Telemetry has always been a sore topic for enterprises. With this service, telemetry must not only be turned on, but Microsoft's support team will have to have a full view into your machines and have knowledge of which apps are running, when and what the last crashes were, etc. to be able to manage your devices. Its cloud analytics services will gather trillions of data points across the managed estate and use all the collected data to improve its services. Be sure to understand the implications of this fully before proceeding. 

Full Application Compatibility

Let's face it: MMD heavily relies on automation to be profitable. This requires highly standardized infrastructure requirements as well as full application compatibility. In the real-world, we have found that application compatibility is one of the largest obstacles to a smooth migration process. 

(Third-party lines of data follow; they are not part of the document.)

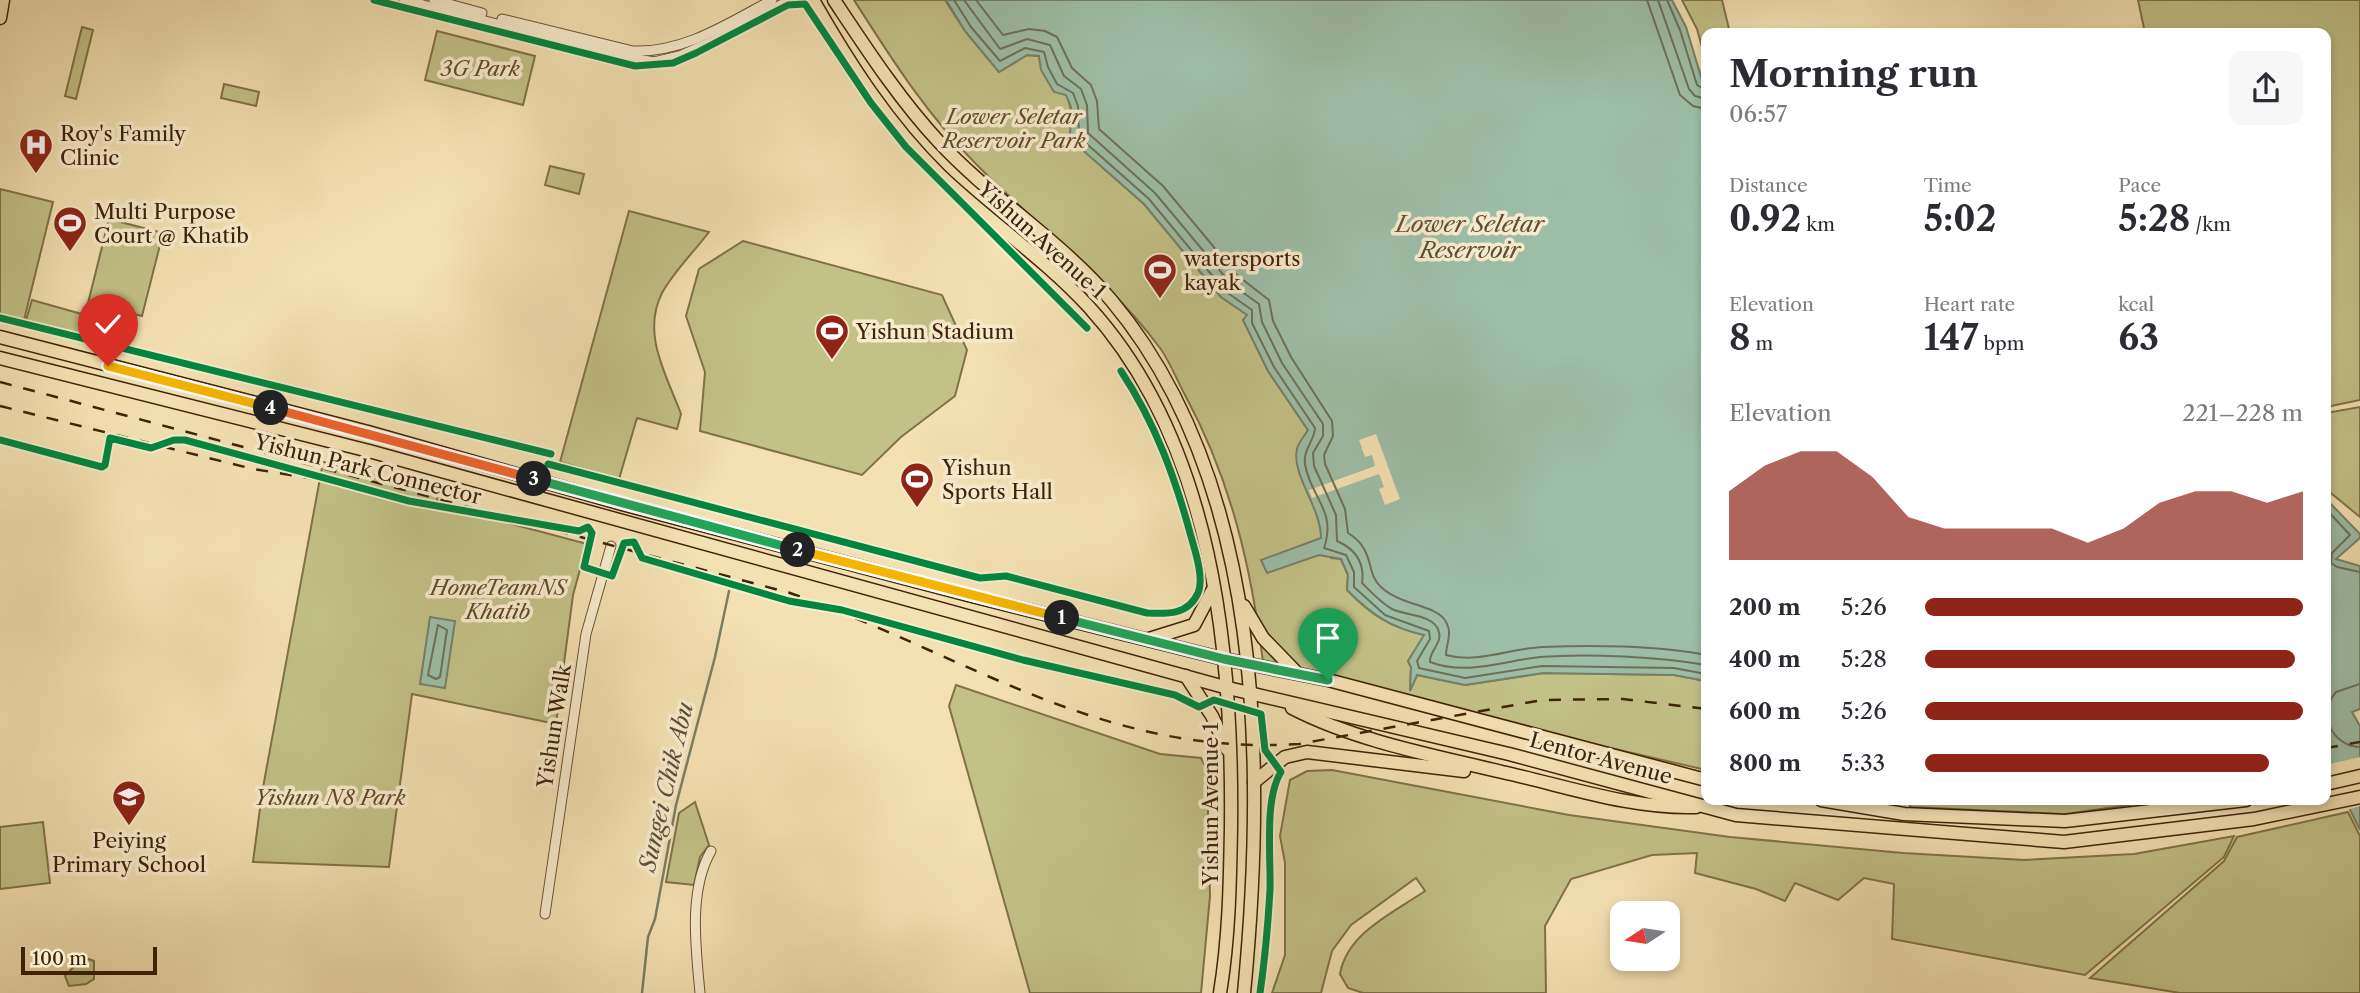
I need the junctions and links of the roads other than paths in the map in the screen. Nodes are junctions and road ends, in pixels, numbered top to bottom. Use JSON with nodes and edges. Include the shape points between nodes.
{"nodes":[{"id":1,"x":3,"y":0,"type":"edge"},
{"id":2,"x":404,"y":0,"type":"edge"},
{"id":3,"x":434,"y":0,"type":"edge"},
{"id":4,"x":772,"y":0,"type":"edge"},
{"id":5,"x":790,"y":0,"type":"edge"},
{"id":6,"x":813,"y":0,"type":"edge"},
{"id":7,"x":834,"y":0,"type":"edge"},
{"id":8,"x":0,"y":18,"type":"edge"},
{"id":9,"x":0,"y":337,"type":"edge"},
{"id":10,"x":0,"y":358,"type":"edge"},
{"id":11,"x":341,"y":425,"type":"junction"},
{"id":12,"x":335,"y":443,"type":"junction"},
{"id":13,"x":1201,"y":459,"type":"junction"},
{"id":14,"x":1186,"y":479,"type":"junction"},
{"id":15,"x":611,"y":546,"type":"dead end"},
{"id":16,"x":1213,"y":590,"type":"junction"},
{"id":17,"x":1239,"y":597,"type":"junction"},
{"id":18,"x":1146,"y":640,"type":"junction"},
{"id":19,"x":1224,"y":659,"type":"junction"},
{"id":20,"x":1249,"y":663,"type":"junction"},
{"id":21,"x":1299,"y":674,"type":"junction"},
{"id":22,"x":1186,"y":676,"type":"junction"},
{"id":23,"x":1228,"y":688,"type":"junction"},
{"id":24,"x":1251,"y":694,"type":"junction"},
{"id":25,"x":1276,"y":700,"type":"junction"},
{"id":26,"x":1230,"y":755,"type":"junction"},
{"id":27,"x":2360,"y":776,"type":"edge"},
{"id":28,"x":1529,"y":779,"type":"junction"},
{"id":29,"x":1701,"y":779,"type":"edge"},
{"id":30,"x":1254,"y":782,"type":"junction"},
{"id":31,"x":2331,"y":783,"type":"edge"},
{"id":32,"x":2360,"y":797,"type":"edge"},
{"id":33,"x":2331,"y":803,"type":"edge"},
{"id":34,"x":1701,"y":804,"type":"edge"},
{"id":35,"x":1703,"y":805,"type":"edge"},
{"id":36,"x":1851,"y":805,"type":"edge"},
{"id":37,"x":2203,"y":805,"type":"edge"},
{"id":38,"x":2321,"y":805,"type":"edge"},
{"id":39,"x":1711,"y":807,"type":"junction"},
{"id":40,"x":711,"y":851,"type":"dead end"},
{"id":41,"x":545,"y":914,"type":"dead end"},
{"id":42,"x":700,"y":993,"type":"edge"},
{"id":43,"x":1220,"y":993,"type":"edge"},
{"id":44,"x":1244,"y":993,"type":"edge"}],
"edges":[{"from":1,"to":8,"type":"main road"},
{"from":2,"to":5,"type":"street","via":[[654,62],[713,41]]},
{"from":3,"to":4,"type":"street","via":[[652,52],[707,34]]},
{"from":6,"to":14,"type":"main road","name":"Yishun Avenue 1","via":[[862,81],[922,156],[1056,273],[1110,331],[1161,413]]},
{"from":7,"to":13,"type":"main road","name":"Yishun Avenue 1","via":[[878,66],[939,142],[1078,264],[1111,301],[1168,385]]},
{"from":9,"to":11,"type":"main road","name":"Lentor Avenue"},
{"from":10,"to":12,"type":"main road","name":"Lentor Avenue"},
{"from":11,"to":12,"type":"main road","via":[[326,429]]},
{"from":11,"to":18,"type":"main road","name":"Lentor Avenue","via":[[622,504]]},
{"from":12,"to":22,"type":"main road","name":"Lentor Avenue"},
{"from":13,"to":14,"type":"main road","via":[[1201,484]]},
{"from":13,"to":17,"type":"main road","name":"Yishun Avenue 1"},
{"from":14,"to":16,"type":"main road","name":"Yishun Avenue 1"},
{"from":15,"to":41,"type":"street","name":"Yishun Walk","via":[[586,634]]},
{"from":16,"to":18,"type":"main road","via":[[1194,625]]},
{"from":16,"to":19,"type":"main road","name":"Yishun Avenue 1"},
{"from":17,"to":20,"type":"main road","name":"Yishun Avenue 1"},
{"from":17,"to":21,"type":"main road","via":[[1263,638]]},
{"from":18,"to":19,"type":"main road","name":"Lentor Avenue"},
{"from":19,"to":20,"type":"main road","name":"Lentor Avenue"},
{"from":19,"to":23,"type":"main road","name":"Yishun Avenue 1"},
{"from":20,"to":21,"type":"main road","name":"Lentor Avenue"},
{"from":20,"to":24,"type":"main road","name":"Yishun Avenue 1"},
{"from":21,"to":29,"type":"main road","name":"Lentor Avenue"},
{"from":22,"to":23,"type":"main road","name":"Lentor Avenue"},
{"from":22,"to":26,"type":"main road"},
{"from":23,"to":24,"type":"main road","name":"Lentor Avenue"},
{"from":23,"to":26,"type":"main road","name":"Yishun Avenue 1"},
{"from":24,"to":25,"type":"main road","name":"Lentor Avenue"},
{"from":24,"to":30,"type":"main road","name":"Yishun Avenue 1"},
{"from":25,"to":28,"type":"main road","via":[[1329,726]]},
{"from":25,"to":34,"type":"main road","name":"Lentor Avenue"},
{"from":26,"to":43,"type":"main road","name":"Yishun Avenue 1","via":[[1229,937]]},
{"from":27,"to":31,"type":"main road"},
{"from":28,"to":30,"type":"main road","via":[[1307,752],[1285,757]]},
{"from":28,"to":39,"type":"main road","via":[[1661,808]]},
{"from":30,"to":44,"type":"main road","name":"Yishun Avenue 1","via":[[1251,927]]},
{"from":32,"to":33,"type":"main road","name":"Lentor Avenue"},
{"from":35,"to":39,"type":"main road","name":"Lentor Avenue"},
{"from":36,"to":37,"type":"main road","via":[[1904,814],[2065,821]]},
{"from":38,"to":39,"type":"main road","name":"Lentor Avenue","via":[[2253,819],[2064,842],[1748,816]]},
{"from":40,"to":42,"type":"street","via":[[699,880]]}]}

Although Microsoft promises to have an engineer on hand should you run into application compatibility problems for any customer, ISV, or MS-developed product, they also expect that you fulfill certain requirements as part of the onboarding. Essentially, to be able to use this service, you will need to use Desktop Analytics to gather your inventory and Intune to deploy and manage your apps. From what I gathered at Ignite (although different presentations said different things, so take it with a grain of salt until we know more), Intune now supports Universal Windows Platform applications, Win32-based apps, executables (.exe) as well as multi-file MSIs with transforms. 

AppsOnMMDOnce your inventory is created, you will have to decide which to keep, retire, and modernize — something enterprises always struggle with as this means sifting through tens of thousands, if not millions of data rows.

The question is this: how will this labor-intensive process be managed? Who is responsible for doing this? Many enterprises have turned to Juriba's Dashworks Connector and automated application compatibility management at this point. 

In the second step, MMD will use Desktop App Asure, a new FastTrack service, to determine the compatibility status of your inventory. You will also have to repackage your apps for Intune.

Intune provides different templates to configure policies. For example, you can now configure a VPN profile access. The user will have their personalized VPN access shortcut already "pre-installed" as part of their out-of-the-box experience. You can also configure certain security settings, e.g., require a password to unlock the device, or switch on real-time monitoring for Windows Defender. 


Only time will tell if enterprises will take this service seriously. While this is an enterprise service only at the moment, we can see it working for smaller businesses who don’t have this sort of support. However, it will be interesting to see where Microsoft draws the line lies on what will be supported (i.e. hardware issues vs software issues vs OS issues). For many the initial value proposition might sound appealing, but there are a lot of dependencies (i.e., Intune) to make this work. In addition, the initial reliance on Microsoft hardware (Surface Books are some of the most expensive laptops on the planet!) will be significant barriers to entry.